Activity:
From the data below, return all lines holding the string "dead".

Saved entries:

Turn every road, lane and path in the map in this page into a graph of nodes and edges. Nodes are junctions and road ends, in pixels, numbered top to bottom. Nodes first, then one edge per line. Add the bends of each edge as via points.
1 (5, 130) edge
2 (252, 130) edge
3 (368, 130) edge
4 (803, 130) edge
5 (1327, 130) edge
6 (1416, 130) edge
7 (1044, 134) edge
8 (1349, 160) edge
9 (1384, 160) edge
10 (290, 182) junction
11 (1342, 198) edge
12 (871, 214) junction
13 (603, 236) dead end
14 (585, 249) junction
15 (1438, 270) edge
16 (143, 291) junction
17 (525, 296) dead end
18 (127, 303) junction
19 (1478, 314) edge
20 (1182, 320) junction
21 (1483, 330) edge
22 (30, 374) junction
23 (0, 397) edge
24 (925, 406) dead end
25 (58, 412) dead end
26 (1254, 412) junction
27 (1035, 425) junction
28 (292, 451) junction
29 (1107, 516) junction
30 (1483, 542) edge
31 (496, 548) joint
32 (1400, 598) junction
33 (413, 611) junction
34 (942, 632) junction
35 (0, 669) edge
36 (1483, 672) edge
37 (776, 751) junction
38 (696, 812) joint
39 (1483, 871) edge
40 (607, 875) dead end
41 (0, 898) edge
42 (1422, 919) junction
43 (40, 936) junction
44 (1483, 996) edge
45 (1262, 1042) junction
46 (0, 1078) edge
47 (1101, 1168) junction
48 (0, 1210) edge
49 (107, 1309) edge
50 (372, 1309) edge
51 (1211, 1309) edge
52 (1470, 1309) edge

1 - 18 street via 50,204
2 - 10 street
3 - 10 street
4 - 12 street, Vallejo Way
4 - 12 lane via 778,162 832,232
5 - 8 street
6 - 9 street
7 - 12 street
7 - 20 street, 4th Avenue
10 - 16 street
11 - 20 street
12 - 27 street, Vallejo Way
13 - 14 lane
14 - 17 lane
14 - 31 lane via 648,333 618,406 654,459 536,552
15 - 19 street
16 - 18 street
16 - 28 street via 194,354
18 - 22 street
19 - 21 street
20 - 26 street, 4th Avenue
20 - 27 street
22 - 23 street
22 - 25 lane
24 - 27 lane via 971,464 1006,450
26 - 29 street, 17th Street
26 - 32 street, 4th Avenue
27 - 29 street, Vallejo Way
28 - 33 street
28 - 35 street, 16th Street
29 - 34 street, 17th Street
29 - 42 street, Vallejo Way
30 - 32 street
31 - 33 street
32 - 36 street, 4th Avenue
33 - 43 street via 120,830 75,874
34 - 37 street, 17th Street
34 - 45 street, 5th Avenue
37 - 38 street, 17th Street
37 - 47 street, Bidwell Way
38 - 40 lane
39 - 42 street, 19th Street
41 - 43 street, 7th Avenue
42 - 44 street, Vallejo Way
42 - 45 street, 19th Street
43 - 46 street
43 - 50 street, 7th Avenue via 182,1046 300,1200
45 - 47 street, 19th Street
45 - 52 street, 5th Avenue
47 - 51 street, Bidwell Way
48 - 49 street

Task answer:
13 (603, 236) dead end
17 (525, 296) dead end
24 (925, 406) dead end
25 (58, 412) dead end
40 (607, 875) dead end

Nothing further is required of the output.